SOMERVILLE, J.—
(1) The petitioner’s claim is based upon the provisions of section 2 of the act of August 26, 1909 (Sp. Sess. Acts 1909, p. 303). It has been settled by our decisions that, in so far as that act relates to special road and bridge taxes levied under the authority of subdivision “a” of section 215 of the Constitution, it is in conflict with the last clause thereof, and is therefore, as to such special levies, inoperative and void. — Board of Revenue v. State ex rel. Birmingham, 172 Ala. 138, 54 South. 757; Commissioners’ Court v. City of Troy, 173 Ala. 442, 56 South. 131, 274, Ann. Cas. 1914A, 771; Commissioners' Court v. State ex rel. Tuscaloosa, 180 Ala. 479, 61 South. 431.
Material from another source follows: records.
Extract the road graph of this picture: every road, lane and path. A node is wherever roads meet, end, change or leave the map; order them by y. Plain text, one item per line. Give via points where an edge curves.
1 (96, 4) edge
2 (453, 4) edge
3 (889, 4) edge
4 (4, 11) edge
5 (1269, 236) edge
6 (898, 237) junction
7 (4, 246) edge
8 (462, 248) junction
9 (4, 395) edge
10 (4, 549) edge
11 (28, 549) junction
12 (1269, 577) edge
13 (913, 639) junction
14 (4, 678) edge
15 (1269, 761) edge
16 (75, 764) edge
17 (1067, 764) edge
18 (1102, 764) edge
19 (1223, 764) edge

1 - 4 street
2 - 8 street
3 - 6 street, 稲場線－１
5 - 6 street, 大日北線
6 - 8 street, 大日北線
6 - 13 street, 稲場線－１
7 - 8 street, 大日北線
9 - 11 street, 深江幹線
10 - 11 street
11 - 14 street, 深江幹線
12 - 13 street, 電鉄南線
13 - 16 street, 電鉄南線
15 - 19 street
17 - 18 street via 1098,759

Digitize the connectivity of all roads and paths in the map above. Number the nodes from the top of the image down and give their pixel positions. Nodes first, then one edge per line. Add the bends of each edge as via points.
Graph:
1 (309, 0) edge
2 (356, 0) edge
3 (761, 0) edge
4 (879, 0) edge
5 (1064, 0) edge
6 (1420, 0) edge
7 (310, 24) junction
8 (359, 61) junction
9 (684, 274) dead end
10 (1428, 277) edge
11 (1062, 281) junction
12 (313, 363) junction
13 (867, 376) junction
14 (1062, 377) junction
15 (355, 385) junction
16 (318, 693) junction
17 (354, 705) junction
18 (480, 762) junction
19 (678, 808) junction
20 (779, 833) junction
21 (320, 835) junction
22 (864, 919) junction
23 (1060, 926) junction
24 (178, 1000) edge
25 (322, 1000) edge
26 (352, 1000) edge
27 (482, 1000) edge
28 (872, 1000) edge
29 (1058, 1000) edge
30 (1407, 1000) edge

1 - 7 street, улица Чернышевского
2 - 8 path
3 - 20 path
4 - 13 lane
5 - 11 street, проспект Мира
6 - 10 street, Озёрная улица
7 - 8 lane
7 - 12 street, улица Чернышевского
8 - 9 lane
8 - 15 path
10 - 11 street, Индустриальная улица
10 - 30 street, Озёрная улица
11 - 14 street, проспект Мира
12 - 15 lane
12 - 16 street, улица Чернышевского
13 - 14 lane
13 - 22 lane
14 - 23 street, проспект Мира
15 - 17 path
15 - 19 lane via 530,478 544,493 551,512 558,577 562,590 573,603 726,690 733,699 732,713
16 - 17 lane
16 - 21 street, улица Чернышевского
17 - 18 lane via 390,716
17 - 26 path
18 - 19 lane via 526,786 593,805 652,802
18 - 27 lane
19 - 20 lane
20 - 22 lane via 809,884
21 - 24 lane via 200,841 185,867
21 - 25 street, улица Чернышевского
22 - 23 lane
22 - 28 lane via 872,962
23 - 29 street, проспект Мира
(2) The petitioner in this case insists, however, that the order levying a tax of one-fourth of 1 per cent, on all the taxable property in the county for road and bridge purposes was not a special levy under section 215 of the Constitution, but was a mere amendment of the general levy already made, whereby one-half thereof was devoted to roads and bridges.
We have given due consideration to this theory, but we can discover nothing in either the form or the relation of the two levies which in any way tends to support it. It is, of course, not necessary that in the exercise of public powers, whether general or special, the authorities should expressly declare under what provision of law they are proceeding, but it is enough if any law authorizes their action.
(3) On the face of the records it appears too clear for serious controversy that the commissioners’ court levied-first a general tax to the constitutional limit, and afterwards, without reference to this general tax, a special road and bridge tax under section 215 of the Constitution. And,, if confirmation were needed, the undisputed evidence shows that the full per cent, of each *634levy was separately collected, and separately kept and applied to its appropriate uses.
It results that the rulings and judgment of the trial court were free from error, and the judgment will he affirmed.
Anderson, C. J., and Mayfield and Gardner, JJ., concur.